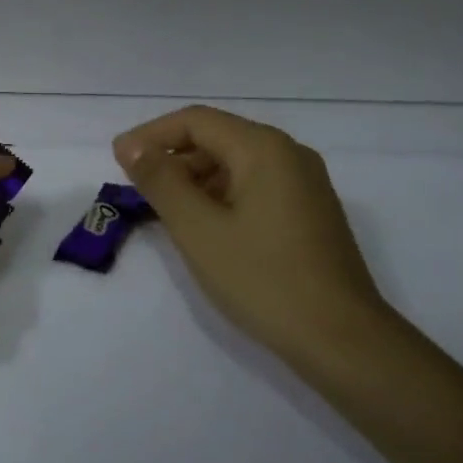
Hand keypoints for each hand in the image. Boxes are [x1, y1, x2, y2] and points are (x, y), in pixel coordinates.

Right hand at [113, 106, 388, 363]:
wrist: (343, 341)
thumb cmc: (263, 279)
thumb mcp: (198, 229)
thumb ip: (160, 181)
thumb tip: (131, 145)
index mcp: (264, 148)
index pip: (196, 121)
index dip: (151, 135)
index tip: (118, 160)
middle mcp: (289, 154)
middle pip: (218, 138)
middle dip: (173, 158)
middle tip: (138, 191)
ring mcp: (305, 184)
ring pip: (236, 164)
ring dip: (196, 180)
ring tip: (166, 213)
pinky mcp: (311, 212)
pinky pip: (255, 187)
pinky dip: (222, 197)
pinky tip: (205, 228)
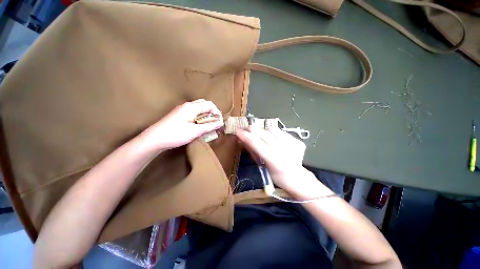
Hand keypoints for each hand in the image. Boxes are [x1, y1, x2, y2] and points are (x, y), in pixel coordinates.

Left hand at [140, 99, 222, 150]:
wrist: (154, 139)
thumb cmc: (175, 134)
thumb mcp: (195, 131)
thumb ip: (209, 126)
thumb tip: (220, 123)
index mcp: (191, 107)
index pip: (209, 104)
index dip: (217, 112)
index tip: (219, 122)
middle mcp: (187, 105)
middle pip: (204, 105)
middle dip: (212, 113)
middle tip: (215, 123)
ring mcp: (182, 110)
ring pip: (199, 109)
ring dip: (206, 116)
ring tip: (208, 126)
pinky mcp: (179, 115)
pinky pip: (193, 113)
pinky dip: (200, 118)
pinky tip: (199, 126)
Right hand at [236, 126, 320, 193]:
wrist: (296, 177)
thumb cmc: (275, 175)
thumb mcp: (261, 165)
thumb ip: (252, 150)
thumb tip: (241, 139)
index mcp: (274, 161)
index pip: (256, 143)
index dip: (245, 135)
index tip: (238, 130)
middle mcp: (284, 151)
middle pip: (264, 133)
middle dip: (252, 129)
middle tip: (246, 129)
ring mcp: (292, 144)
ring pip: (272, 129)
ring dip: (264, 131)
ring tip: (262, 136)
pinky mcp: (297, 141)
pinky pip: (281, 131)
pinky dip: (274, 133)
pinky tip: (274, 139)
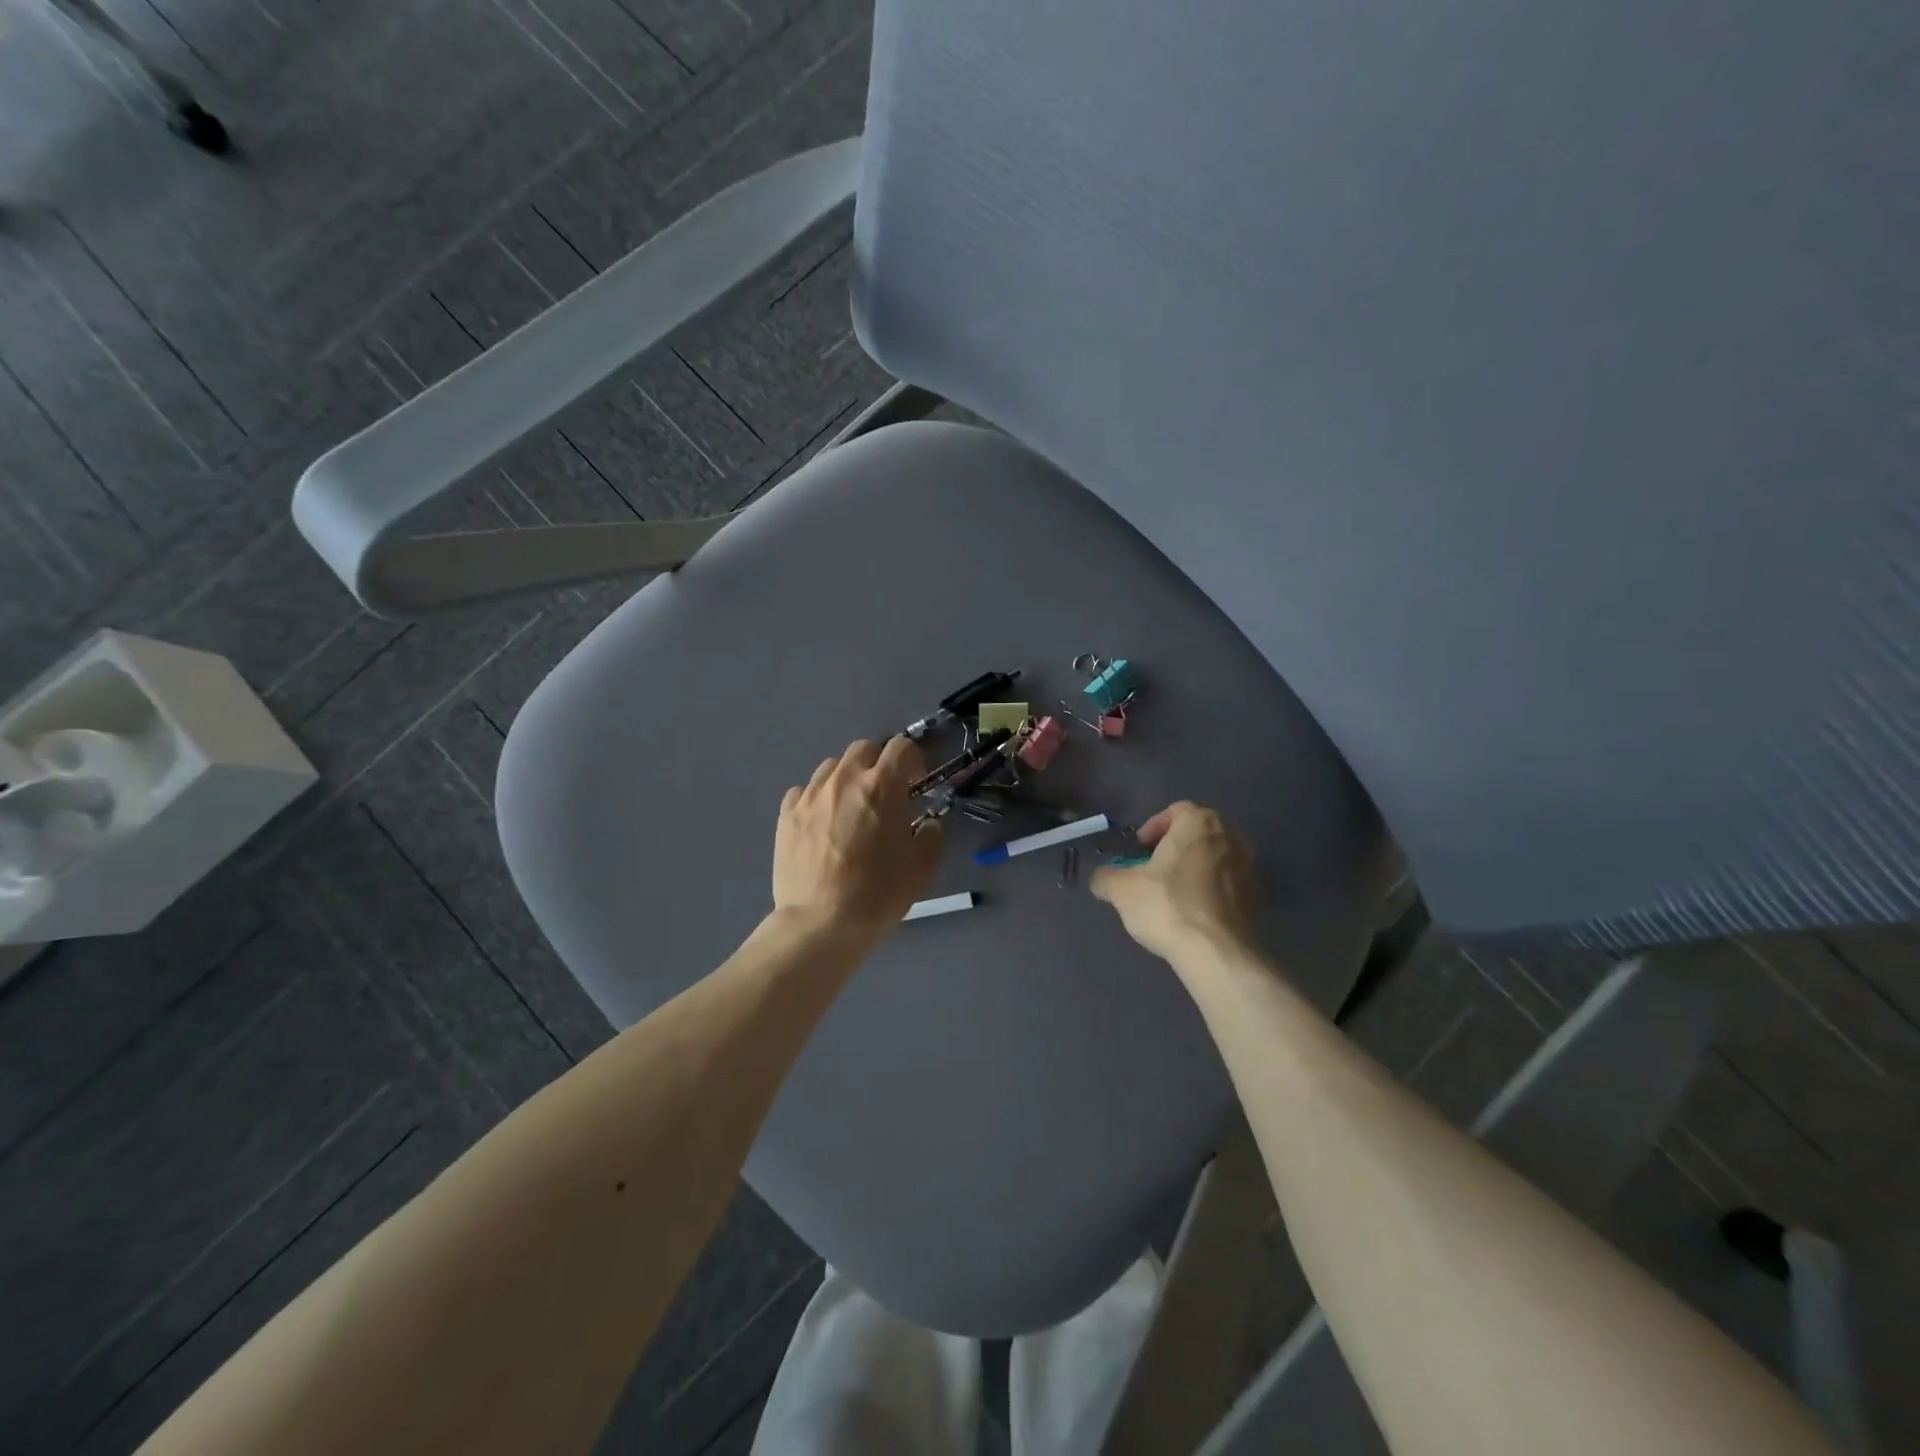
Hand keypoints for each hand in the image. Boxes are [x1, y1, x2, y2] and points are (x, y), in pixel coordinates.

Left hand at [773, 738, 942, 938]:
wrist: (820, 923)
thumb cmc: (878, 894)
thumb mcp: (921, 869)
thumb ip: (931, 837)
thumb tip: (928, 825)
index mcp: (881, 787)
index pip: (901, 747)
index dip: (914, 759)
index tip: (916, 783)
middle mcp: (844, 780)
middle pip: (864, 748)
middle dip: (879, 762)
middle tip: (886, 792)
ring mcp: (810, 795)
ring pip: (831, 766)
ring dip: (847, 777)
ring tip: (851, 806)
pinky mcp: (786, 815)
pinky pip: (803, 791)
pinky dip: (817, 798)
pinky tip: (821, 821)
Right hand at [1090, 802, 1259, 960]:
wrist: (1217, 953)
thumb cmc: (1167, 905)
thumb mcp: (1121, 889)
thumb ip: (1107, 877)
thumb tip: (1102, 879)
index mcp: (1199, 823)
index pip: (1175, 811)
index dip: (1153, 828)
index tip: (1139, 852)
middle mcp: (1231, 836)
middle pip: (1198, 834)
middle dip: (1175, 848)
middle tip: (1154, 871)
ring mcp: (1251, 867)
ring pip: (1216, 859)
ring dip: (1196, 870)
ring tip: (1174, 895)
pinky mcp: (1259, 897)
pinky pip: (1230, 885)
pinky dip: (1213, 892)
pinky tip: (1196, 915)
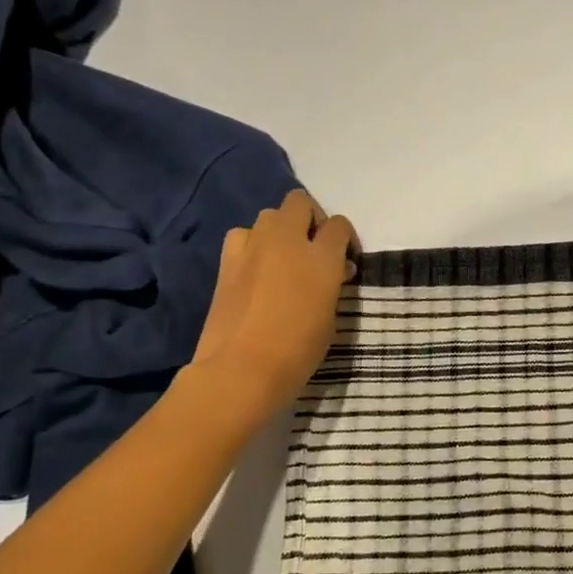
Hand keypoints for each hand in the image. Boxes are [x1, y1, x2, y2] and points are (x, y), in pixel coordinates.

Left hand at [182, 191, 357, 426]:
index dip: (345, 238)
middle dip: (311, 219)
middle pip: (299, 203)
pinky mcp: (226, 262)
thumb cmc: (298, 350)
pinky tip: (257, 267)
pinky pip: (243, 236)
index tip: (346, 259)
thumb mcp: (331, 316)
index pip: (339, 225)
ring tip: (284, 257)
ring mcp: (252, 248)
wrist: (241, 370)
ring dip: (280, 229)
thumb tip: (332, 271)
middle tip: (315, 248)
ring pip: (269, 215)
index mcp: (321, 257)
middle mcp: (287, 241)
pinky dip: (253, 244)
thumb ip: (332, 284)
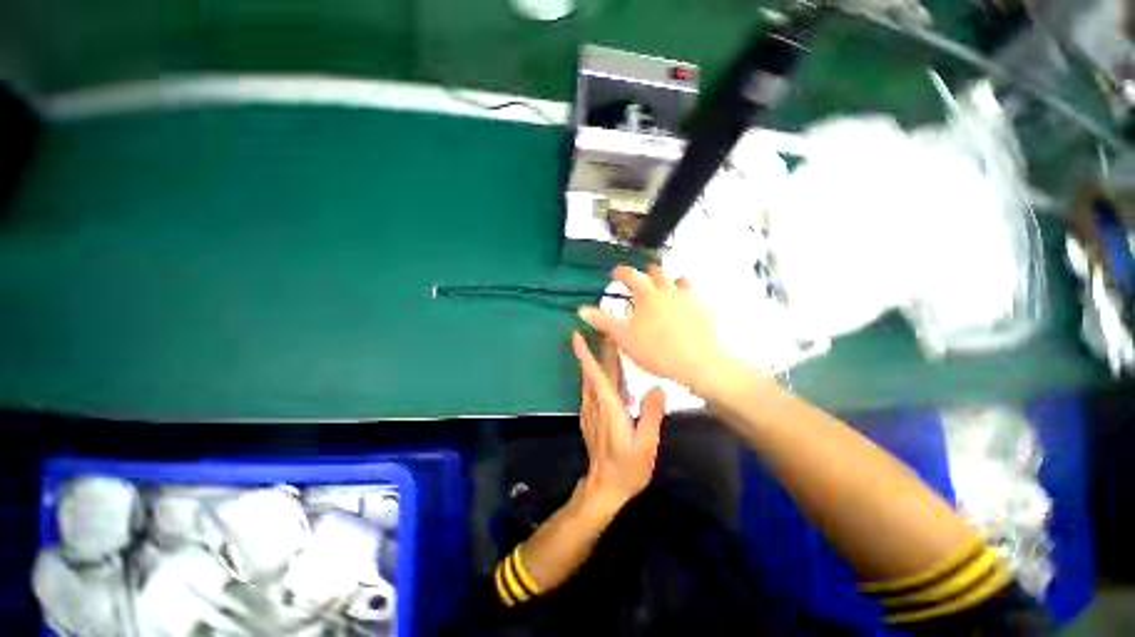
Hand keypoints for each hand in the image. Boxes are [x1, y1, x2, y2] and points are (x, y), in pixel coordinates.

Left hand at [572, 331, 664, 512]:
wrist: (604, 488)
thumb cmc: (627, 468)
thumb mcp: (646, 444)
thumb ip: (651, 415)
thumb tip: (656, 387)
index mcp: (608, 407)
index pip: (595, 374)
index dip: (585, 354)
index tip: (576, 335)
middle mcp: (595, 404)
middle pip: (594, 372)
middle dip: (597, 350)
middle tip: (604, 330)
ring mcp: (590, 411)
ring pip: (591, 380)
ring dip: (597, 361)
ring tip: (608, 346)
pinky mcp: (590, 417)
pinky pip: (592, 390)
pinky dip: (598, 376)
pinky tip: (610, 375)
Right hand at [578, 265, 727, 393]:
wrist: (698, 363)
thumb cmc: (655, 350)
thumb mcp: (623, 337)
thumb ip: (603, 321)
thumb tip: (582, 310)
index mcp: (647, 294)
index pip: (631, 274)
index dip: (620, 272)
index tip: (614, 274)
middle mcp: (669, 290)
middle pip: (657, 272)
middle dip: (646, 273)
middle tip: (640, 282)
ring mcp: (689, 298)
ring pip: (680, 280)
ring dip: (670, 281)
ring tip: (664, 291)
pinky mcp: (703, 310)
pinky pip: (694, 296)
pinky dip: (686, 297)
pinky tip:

__Work item__. What is the number of lines in the records that contain the string "Right"? Give only that number.

__Result of this exercise__. 4